=== DATA FOR THE TASK ===

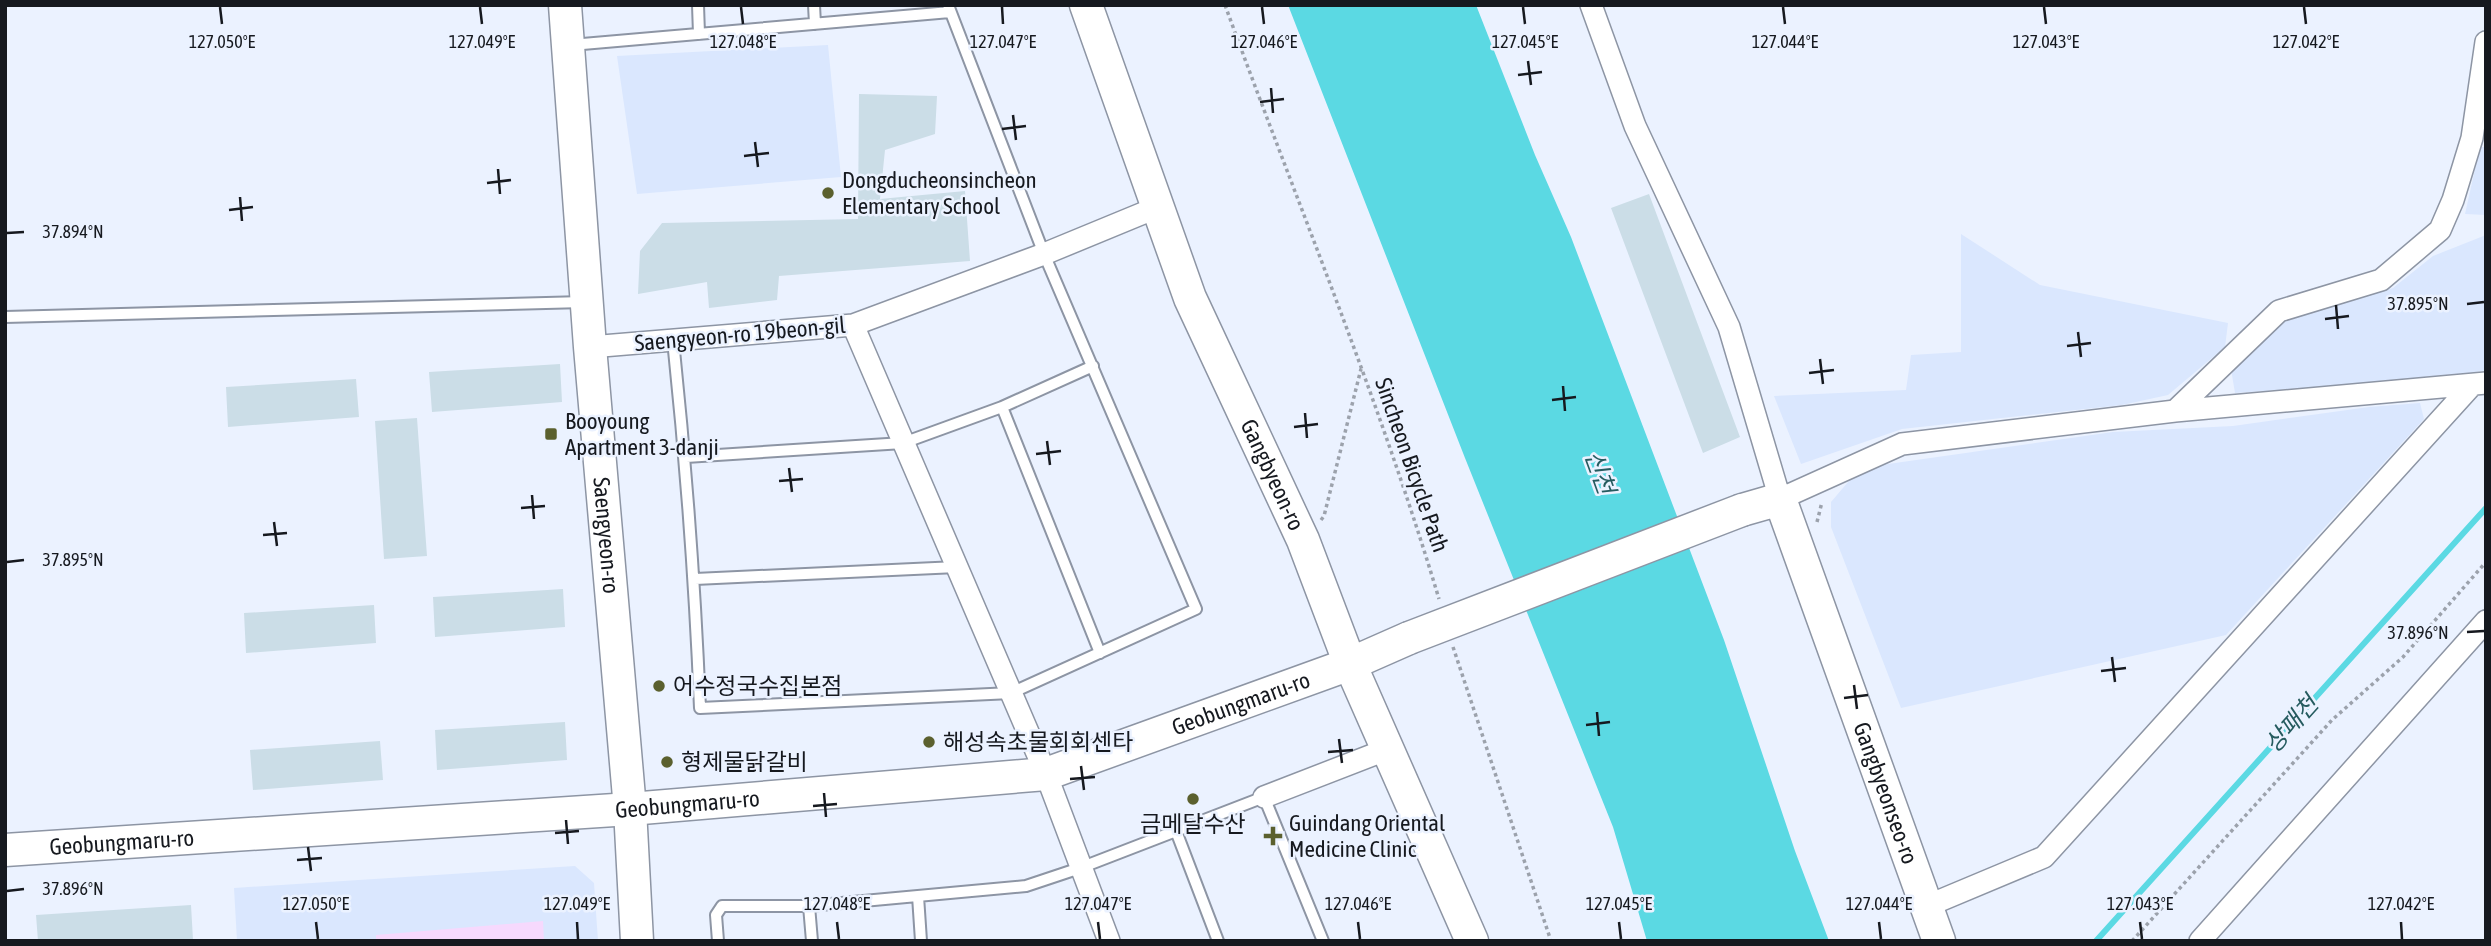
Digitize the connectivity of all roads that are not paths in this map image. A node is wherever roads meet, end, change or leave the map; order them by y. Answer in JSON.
{"nodes":[{"id":1,"x":565,"y":5,"type":"edge"},
{"id":2,"x":698,"y":5,"type":"edge"},
{"id":3,"x":814,"y":5,"type":"edge"},
{"id":4,"x":1086,"y":5,"type":"edge"},
{"id":5,"x":1591,"y":5,"type":"edge"},
{"id":6,"x":949,"y":9,"type":"edge"},
{"id":7,"x":816,"y":24,"type":"junction"},
{"id":8,"x":699,"y":34,"type":"junction"},
{"id":9,"x":2486,"y":41,"type":"edge"},
{"id":10,"x":568,"y":46,"type":"junction"},
{"id":11,"x":1158,"y":207,"type":"junction"},
{"id":12,"x":1044,"y":254,"type":"junction"},
{"id":13,"x":587,"y":302,"type":"junction"},
{"id":14,"x":5,"y":317,"type":"edge"},
{"id":15,"x":853,"y":325,"type":"junction"},
{"id":16,"x":673,"y":340,"type":"junction"},
{"id":17,"x":590,"y":347,"type":"junction"},
{"id":18,"x":1093,"y":366,"type":"junction"},
{"id":19,"x":2479,"y":384,"type":"edge"},
{"id":20,"x":1002,"y":407,"type":"junction"},
{"id":21,"x":2175,"y":411,"type":"junction"},
{"id":22,"x":903,"y":443,"type":"junction"},
{"id":23,"x":686,"y":457,"type":"junction"},
{"id":24,"x":1780,"y":499,"type":"junction"},
{"id":25,"x":957,"y":567,"type":"junction"},
{"id":26,"x":695,"y":579,"type":"junction"},
{"id":27,"x":2486,"y":621,"type":"edge"},
{"id":28,"x":1100,"y":653,"type":"junction"},
{"id":29,"x":1350,"y":664,"type":"junction"},
{"id":30,"x":1012,"y":693,"type":"junction"},
{"id":31,"x":1388,"y":749,"type":"junction"},
{"id":32,"x":1046,"y":774,"type":"junction"},
{"id":33,"x":1264,"y":797,"type":"junction"},
{"id":34,"x":630,"y":809,"type":"junction"},
{"id":35,"x":1175,"y":831,"type":"junction"},
{"id":36,"x":5,"y":850,"type":"edge"},
{"id":37,"x":1080,"y":868,"type":"junction"},
{"id":38,"x":918,"y":895,"type":"junction"},
{"id":39,"x":809,"y":906,"type":"junction"},
{"id":40,"x":1934,"y":925,"type":"edge"},
{"id":41,"x":637,"y":941,"type":"edge"},
{"id":42,"x":718,"y":941,"type":"edge"},
{"id":43,"x":811,"y":941,"type":"edge"},
{"id":44,"x":921,"y":941,"type":"edge"},
{"id":45,"x":1109,"y":941,"type":"edge"},
{"id":46,"x":1218,"y":941,"type":"edge"},
{"id":47,"x":1324,"y":941,"type":"edge"},
{"id":48,"x":1472,"y":941,"type":"edge"},
{"id":49,"x":2200,"y":941,"type":"edge"}],
"edges":[{"from":1,"to":10,"type":"street","name":"Saengyeon-ro"},
{"from":2,"to":8,"type":"lane"},
{"from":3,"to":7,"type":"lane"},
{"from":4,"to":11,"type":"street","name":"Gangbyeon-ro"},
{"from":5,"to":24,"type":"street"},
{"from":6,"to":7,"type":"lane"},
{"from":6,"to":12,"type":"lane"},
{"from":7,"to":8,"type":"lane"},
{"from":8,"to":10,"type":"lane"},
{"from":9,"to":21,"type":"street"},
{"from":10,"to":13,"type":"street","name":"Saengyeon-ro"},
{"from":11,"to":12,"type":"street","name":"Saengyeon-ro 19beon-gil"},
{"from":11,"to":29,"type":"street","name":"Gangbyeon-ro"},
{"from":12,"to":15,"type":"street","name":"Saengyeon-ro 19beon-gil"},
{"from":12,"to":18,"type":"lane"},
{"from":13,"to":14,"type":"lane"},
{"from":13,"to":17,"type":"street","name":"Saengyeon-ro"},
{"from":15,"to":16,"type":"street","name":"Saengyeon-ro 19beon-gil"},
{"from":15,"to":22,"type":"street"},
{"from":16,"to":17,"type":"street","name":"Saengyeon-ro 19beon-gil"},
{"from":16,"to":23,"type":"lane"},
{"from":17,"to":34,"type":"street","name":"Saengyeon-ro"},
{"from":18,"to":20,"type":"lane"},
{"from":18,"to":28,"type":"lane"},
{"from":19,"to":21,"type":"street"},
{"from":19,"to":40,"type":"street"},
{"from":20,"to":22,"type":"lane"},
{"from":20,"to":28,"type":"lane"},
{"from":21,"to":24,"type":"street"},
{"from":22,"to":23,"type":"lane"},
{"from":22,"to":25,"type":"street"},
{"from":23,"to":26,"type":"lane"},
{"from":24,"to":29,"type":"street","name":"Geobungmaru-ro","bridge":true},
{"from":24,"to":40,"type":"street","name":"Gangbyeonseo-ro"},
{"from":25,"to":26,"type":"lane"},
{"from":25,"to":30,"type":"street"},
{"from":26,"to":30,"type":"lane"},
{"from":27,"to":49,"type":"street"},
{"from":28,"to":30,"type":"lane"},
{"from":29,"to":31,"type":"street","name":"Gangbyeon-ro"},
{"from":29,"to":32,"type":"street","name":"Geobungmaru-ro"},
{"from":30,"to":32,"type":"street"},
{"from":31,"to":33,"type":"street"},
{"from":31,"to":48,"type":"street","name":"Gangbyeon-ro"},
{"from":32,"to":34,"type":"street","name":"Geobungmaru-ro"},
{"from":32,"to":37,"type":"street"},
{"from":33,"to":35,"type":"lane"},
{"from":33,"to":47,"type":"lane"},
{"from":34,"to":36,"type":"street","name":"Geobungmaru-ro"},
{"from":34,"to":41,"type":"street","name":"Saengyeon-ro"},
{"from":35,"to":37,"type":"lane"},
{"from":35,"to":46,"type":"lane"},
{"from":37,"to":38,"type":"lane"},
{"from":37,"to":45,"type":"street"},
{"from":38,"to":39,"type":"lane"},
{"from":38,"to":44,"type":"lane"},
{"from":39,"to":42,"type":"lane"},
{"from":39,"to":43,"type":"lane"}]}
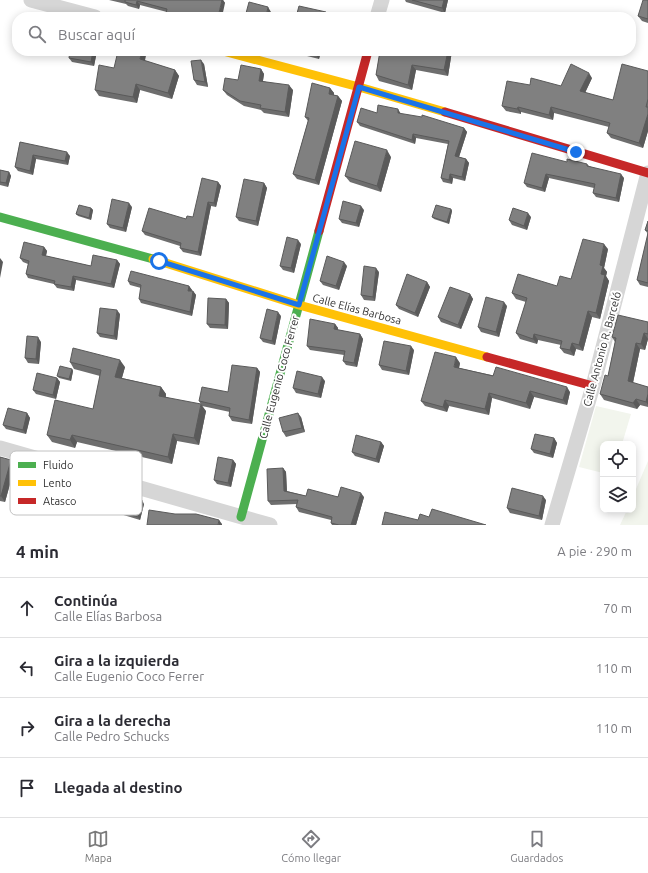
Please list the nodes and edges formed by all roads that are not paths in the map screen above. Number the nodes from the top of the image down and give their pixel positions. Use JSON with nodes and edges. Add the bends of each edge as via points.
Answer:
{"nodes":[{"id":1,"x":31,"y":0,"type":"edge"},
{"id":2,"x":382,"y":0,"type":"edge"},
{"id":3,"x":76,"y":12,"type":"edge"},
{"id":4,"x":378,"y":12,"type":"edge"},
{"id":5,"x":242,"y":56,"type":"edge"},
{"id":6,"x":367,"y":56,"type":"edge"},
{"id":7,"x":359,"y":87,"type":"junction"},
{"id":8,"x":648,"y":173,"type":"edge"},
{"id":9,"x":0,"y":217,"type":"edge"},
{"id":10,"x":299,"y":305,"type":"junction"},
{"id":11,"x":593,"y":386,"type":"junction"},
{"id":12,"x":0,"y":448,"type":"edge"},
{"id":13,"x":10,"y":451,"type":"edge"},
{"id":14,"x":142,"y":489,"type":"edge"},
{"id":15,"x":241,"y":517,"type":"junction"},
{"id":16,"x":270,"y":525,"type":"edge"},
{"id":17,"x":552,"y":525,"type":"edge"}],
"edges":[{"from":1,"to":3,"type":"street"},
{"from":2,"to":4,"type":"street"},
{"from":5,"to":7,"type":"street"},
{"from":6,"to":7,"type":"street","name":"Calle Eugenio Coco Ferrer"},
{"from":7,"to":8,"type":"street"},
{"from":7,"to":10,"type":"street","name":"Calle Eugenio Coco Ferrer"},
{"from":8,"to":11,"type":"street","name":"Calle Antonio R. Barceló"},
{"from":9,"to":10,"type":"street","name":"Calle Elías Barbosa","via":[[159,261]]},
{"from":10,"to":11,"type":"street","name":"Calle Elías Barbosa"},
{"from":10,"to":15,"type":"street","name":"Calle Eugenio Coco Ferrer"},
{"from":11,"to":17,"type":"street","name":"Calle Antonio R. Barceló"},
{"from":12,"to":13,"type":"street"},
{"from":14,"to":15,"type":"street"},
{"from":15,"to":16,"type":"street"}]}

=== WHAT TO PRODUCE ===
Apply a filter for "paths" to the data above, then copy each line that matches.

=== REPLY ===
Digitize the connectivity of all roads that are not paths in this map image. A node is wherever roads meet, end, change or leave the map; order them by y. Answer in JSON.
Please list the nodes and edges formed by all roads that are not paths in the map screen above. Number the nodes from the top of the image down and give their pixel positions. Use JSON with nodes and edges. Add the bends of each edge as via points.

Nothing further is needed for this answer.